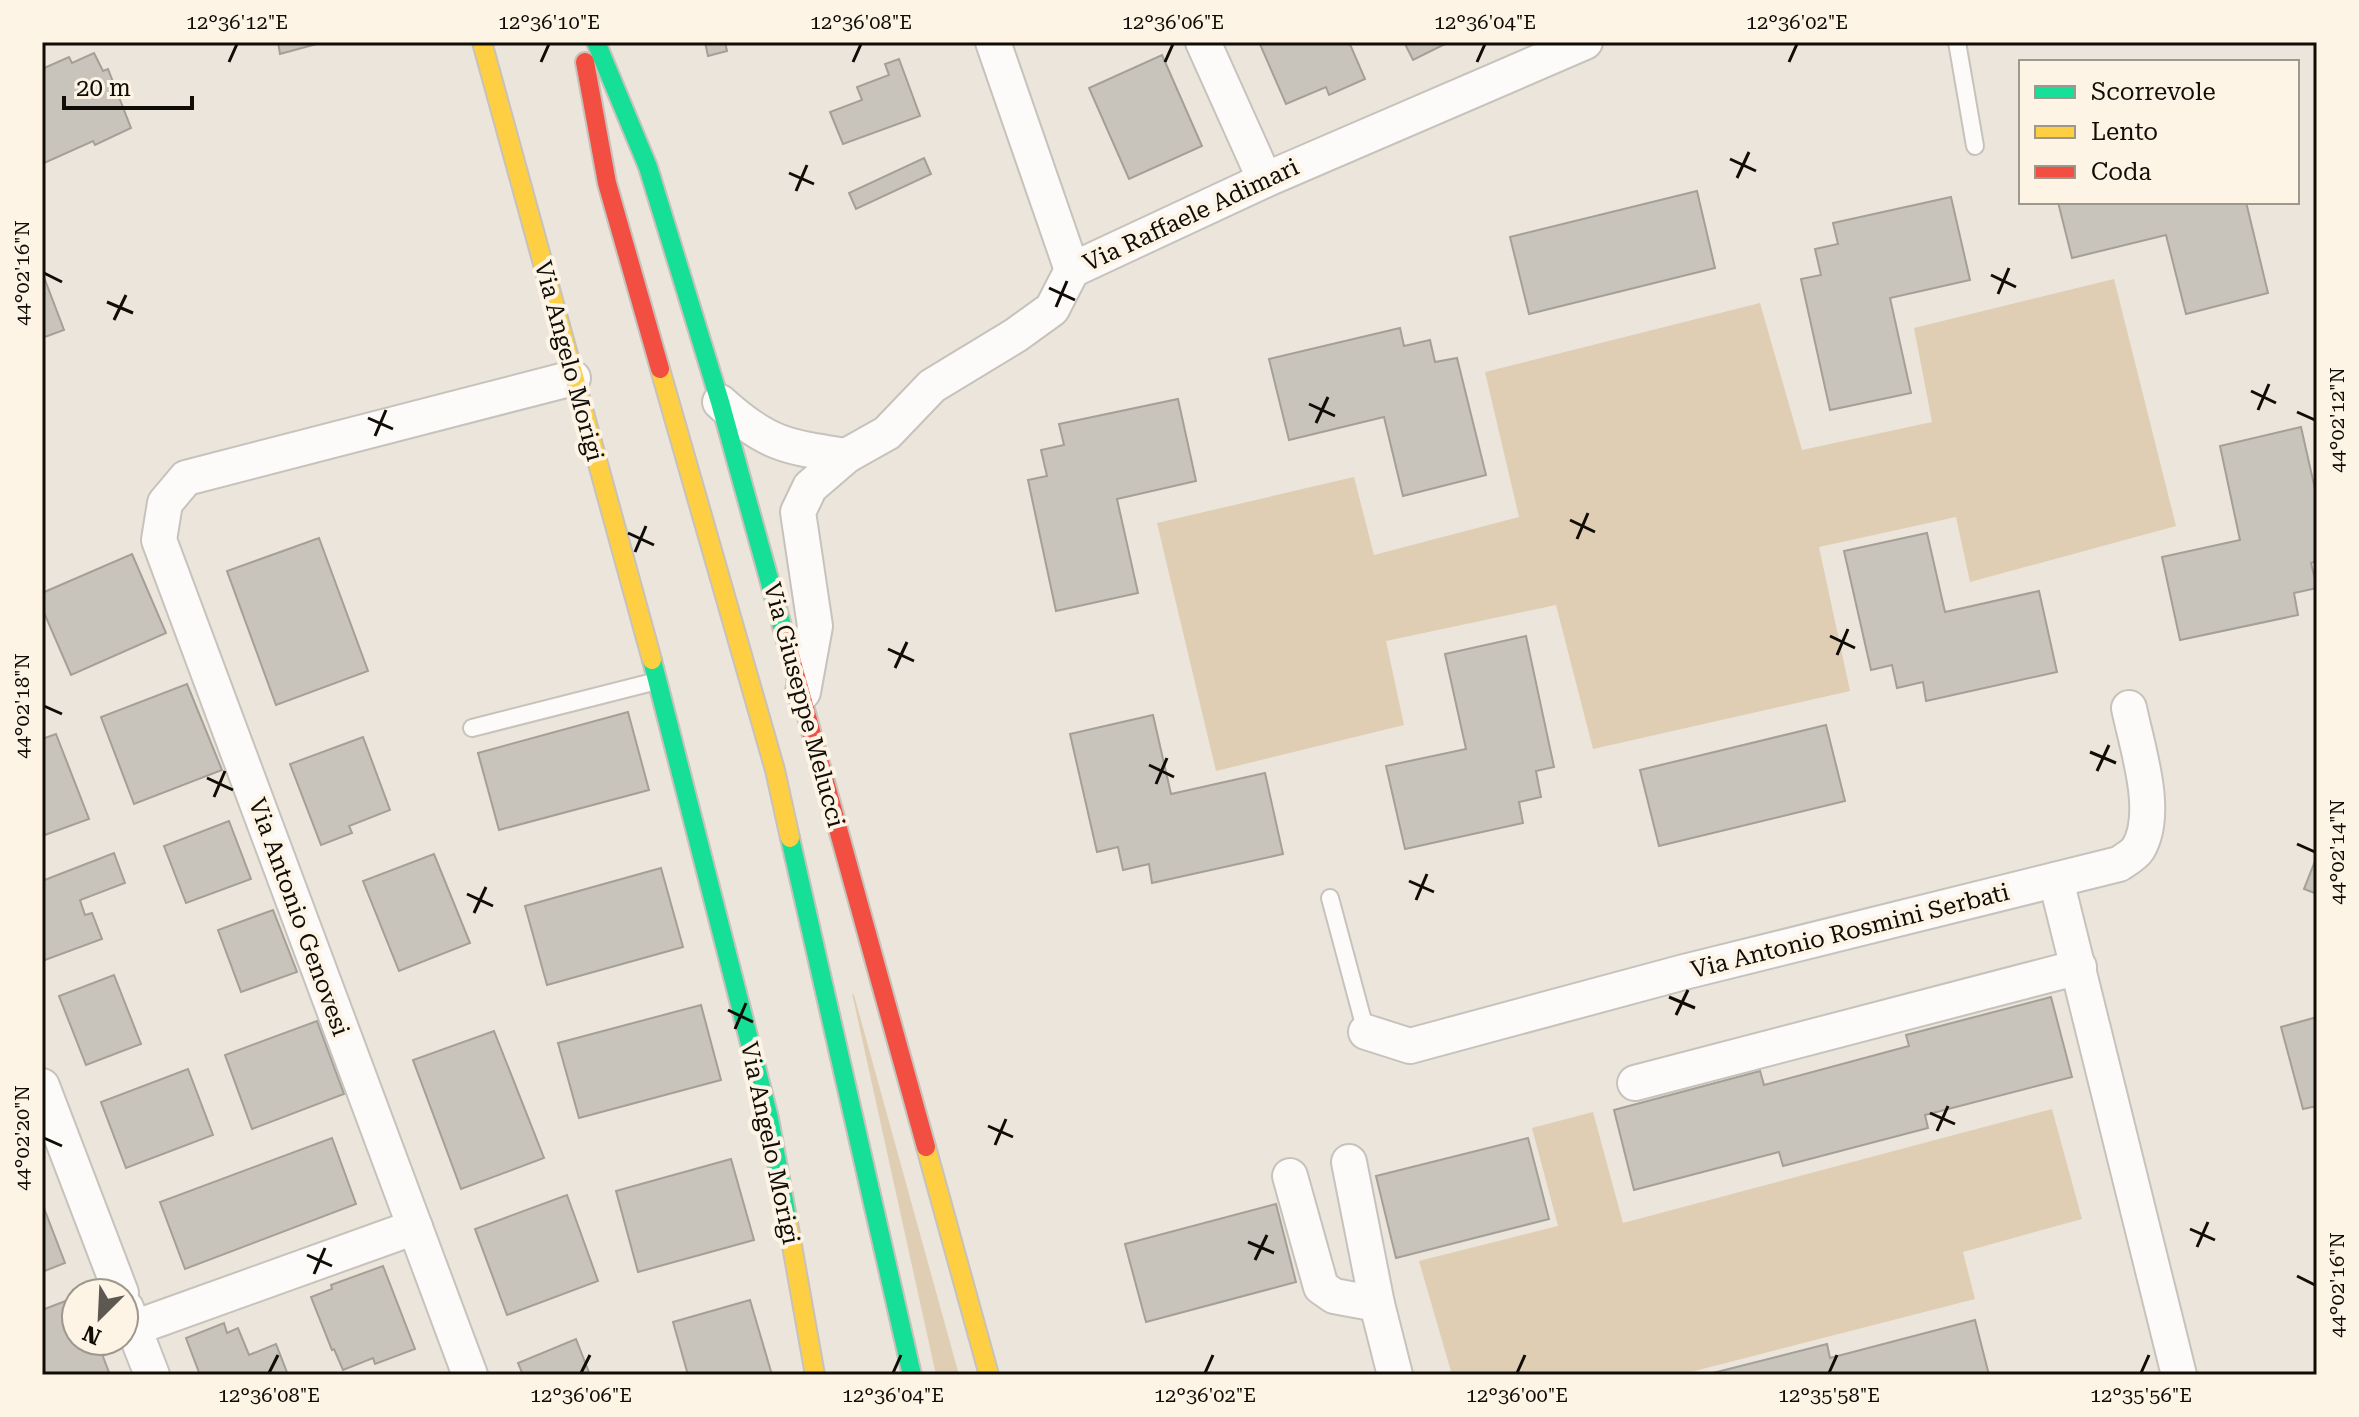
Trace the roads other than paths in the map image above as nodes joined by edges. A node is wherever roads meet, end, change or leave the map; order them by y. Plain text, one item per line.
1 (482, 42) edge
2 (581, 42) edge
3 (596, 42) edge
4 (993, 42) edge
5 (1203, 42) edge
6 (1585, 42) edge
7 (1957, 42) edge
8 (1539, 51) edge
9 (1975, 146) dead end
10 (1265, 180) junction
11 (1072, 270) junction
12 (573, 378) junction
13 (720, 402) junction
14 (846, 456) junction
15 (658, 680) junction
16 (802, 696) junction
17 (2129, 708) dead end
18 (472, 728) dead end
19 (2056, 880) junction
20 (1330, 898) dead end
21 (2079, 967) junction
22 (1366, 1032) joint
23 (1635, 1083) dead end
24 (42, 1086) edge
25 (1349, 1162) dead end
26 (1290, 1176) dead end
27 (415, 1227) junction
28 (115, 1277) edge
29 (1377, 1304) junction
30 (140, 1312) edge
31 (140, 1344) edge
32 (152, 1375) edge
33 (470, 1375) edge
34 (815, 1375) edge
35 (912, 1375) edge
36 (989, 1375) edge
37 (1395, 1375) edge
38 (2179, 1375) edge

1 - 12 main road, Via Angelo Morigi
2 - 35 main road, Via Giuseppe Melucci
3 - 13 main road, Via Giuseppe Melucci
4 - 11 street
5 - 10 street
6 - 8 street, Via Raffaele Adimari
7 - 9 lane
8 - 10 street, Via Raffaele Adimari
10 - 11 street, Via Raffaele Adimari
11 - 14 street, Via Raffaele Adimari
12 - 15 main road, Via Angelo Morigi
12 - 27 street, Via Antonio Genovesi
13 - 14 street
13 - 16 main road, Via Giuseppe Melucci
14 - 16 street, Via Raffaele Adimari
15 - 18 lane
15 - 34 main road, Via Angelo Morigi
16 - 36 main road, Via Giuseppe Melucci
17 - 19 street, Via Antonio Rosmini Serbati
19 - 21 street
19 - 22 street, Via Antonio Rosmini Serbati
20 - 22 lane
21 - 23 street
21 - 38 street
24 - 28 street
25 - 29 street
26 - 29 street
27 - 30 street
27 - 33 street, Via Antonio Genovesi
29 - 37 street
31 - 32 street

◇ ◇ ◇ ◇ ◇ ◇ ◇

What to do: Pictures aside, restate all of the entries exactly.

Written answer:
Trace the roads other than paths in the map image above as nodes joined by edges. A node is wherever roads meet, end, change or leave the map; order them by y. Plain text, one item per line.
1 (482, 42) edge
2 (581, 42) edge
3 (596, 42) edge
4 (993, 42) edge
5 (1203, 42) edge
6 (1585, 42) edge
7 (1957, 42) edge
8 (1539, 51) edge
9 (1975, 146) dead end
10 (1265, 180) junction
11 (1072, 270) junction
12 (573, 378) junction
13 (720, 402) junction
14 (846, 456) junction
15 (658, 680) junction
16 (802, 696) junction
17 (2129, 708) dead end
18 (472, 728) dead end
19 (2056, 880) junction
20 (1330, 898) dead end
21 (2079, 967) junction
22 (1366, 1032) joint
23 (1635, 1083) dead end
24 (42, 1086) edge
25 (1349, 1162) dead end
26 (1290, 1176) dead end
27 (415, 1227) junction
28 (115, 1277) edge
29 (1377, 1304) junction
30 (140, 1312) edge
31 (140, 1344) edge
32 (152, 1375) edge
33 (470, 1375) edge
34 (815, 1375) edge
35 (912, 1375) edge
36 (989, 1375) edge
37 (1395, 1375) edge
38 (2179, 1375) edge

1 - 12 main road, Via Angelo Morigi
2 - 35 main road, Via Giuseppe Melucci
3 - 13 main road, Via Giuseppe Melucci
4 - 11 street
5 - 10 street
6 - 8 street, Via Raffaele Adimari
7 - 9 lane
8 - 10 street, Via Raffaele Adimari
10 - 11 street, Via Raffaele Adimari
11 - 14 street, Via Raffaele Adimari
12 - 15 main road, Via Angelo Morigi
12 - 27 street, Via Antonio Genovesi
13 - 14 street
13 - 16 main road, Via Giuseppe Melucci
14 - 16 street, Via Raffaele Adimari
15 - 18 lane
15 - 34 main road, Via Angelo Morigi
16 - 36 main road, Via Giuseppe Melucci
17 - 19 street, Via Antonio Rosmini Serbati
19 - 21 street
19 - 22 street, Via Antonio Rosmini Serbati
20 - 22 lane
21 - 23 street
21 - 38 street
24 - 28 street
25 - 29 street
26 - 29 street
27 - 30 street
27 - 33 street, Via Antonio Genovesi
29 - 37 street
31 - 32 street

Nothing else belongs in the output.